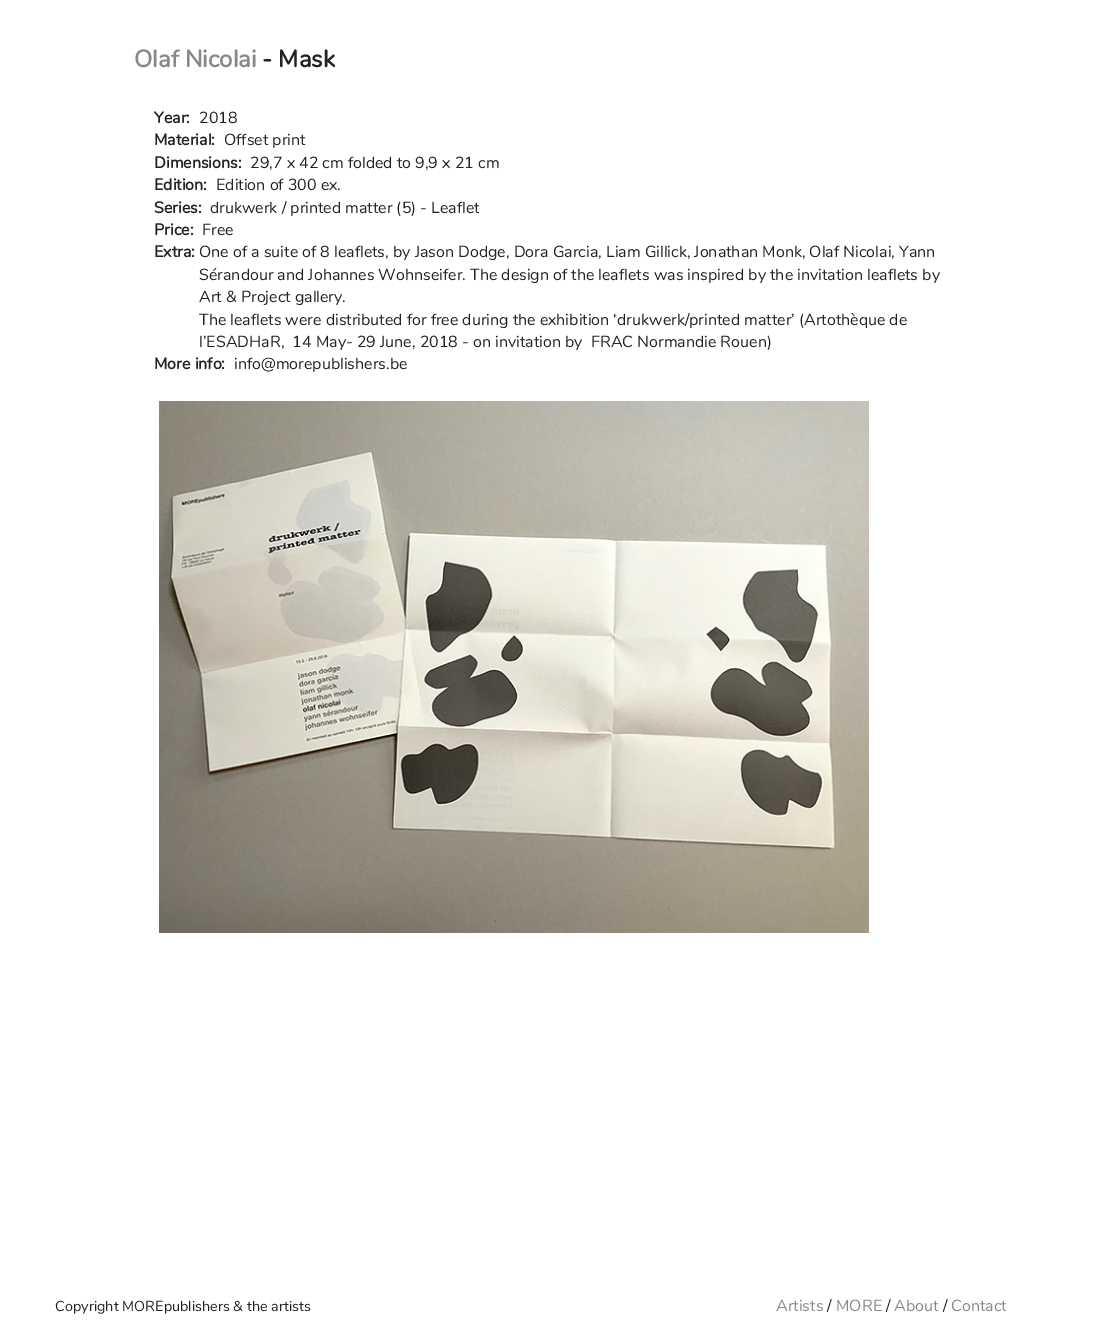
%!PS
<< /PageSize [1104 1339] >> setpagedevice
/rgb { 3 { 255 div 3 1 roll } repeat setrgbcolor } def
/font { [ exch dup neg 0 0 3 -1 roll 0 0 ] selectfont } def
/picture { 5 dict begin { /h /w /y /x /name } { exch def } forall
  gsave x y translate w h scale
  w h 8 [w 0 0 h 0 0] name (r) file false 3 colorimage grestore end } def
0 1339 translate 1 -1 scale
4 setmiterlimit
255 255 255 rgb
0 0 1104 1339 rectfill
(img/1.rgb) 159 401 710 532 picture
/Nunito-Bold 24 font
136 136 136 rgb
134 67 moveto (Olaf Nicolai) show
34 34 34 rgb
262 67 moveto (- Mask) show
/Nunito-Bold 16 font
154 123 moveto (Year:) show
/Nunito-Regular 16 font
199 123 moveto (2018) show
/Nunito-Bold 16 font
154 145 moveto (Material:) show
/Nunito-Regular 16 font
224 145 moveto (Offset print) show
/Nunito-Bold 16 font
154 168 moveto (Dimensions:) show
/Nunito-Regular 16 font
250 168 moveto (29,7 x 42 cm folded to 9,9 x 21 cm) show
/Nunito-Bold 16 font
154 190 moveto (Edition:) show
/Nunito-Regular 16 font
216 190 moveto (Edition of 300 ex.) show
/Nunito-Bold 16 font
154 213 moveto (Series:) show
/Nunito-Regular 16 font
210 213 moveto (drukwerk / printed matter \(5\) - Leaflet) show
/Nunito-Bold 16 font
154 235 moveto (Price:) show
/Nunito-Regular 16 font
202 235 moveto (Free) show
/Nunito-Bold 16 font
154 257 moveto (Extra:) show
/Nunito-Regular 16 font
[
  [(One of a suite of 8 leaflets, by Jason Dodge, Dora Garcia, Liam Gillick, Jonathan Monk, Olaf Nicolai, Yann) 199 257]
  [(Sérandour and Johannes Wohnseifer. The design of the leaflets was inspired by the invitation leaflets by) 199 280]
  [(Art & Project gallery.) 199 302]
  [(The leaflets were distributed for free during the exhibition ‘drukwerk/printed matter’ \(Artothèque de) 199 325]
  [(l’ESADHaR,  14 May- 29 June, 2018 - on invitation by  FRAC Normandie Rouen\)) 199 347]
] { aload pop moveto show } forall
/Nunito-Bold 16 font
154 369 moveto (More info:) show
/Nunito-Regular 16 font
234 369 moveto (info@morepublishers.be) show
/Nunito-Regular 14.4 font
55 1311 moveto (Copyright MOREpublishers & the artists) show
/Nunito-Regular 16 font
136 136 136 rgb
776 1311 moveto (Artists) show
34 34 34 rgb
827 1311 moveto (/) show
136 136 136 rgb
836 1311 moveto (MORE) show
34 34 34 rgb
886 1311 moveto (/) show
136 136 136 rgb
894 1311 moveto (About) show
34 34 34 rgb
943 1311 moveto (/) show
136 136 136 rgb
951 1311 moveto (Contact) show
showpage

» **DESCRIPTION OF THE TASK**: Above are some records. Count the lines among them with the word "scale", and answer with the number only.

» **RESPONSE**: 2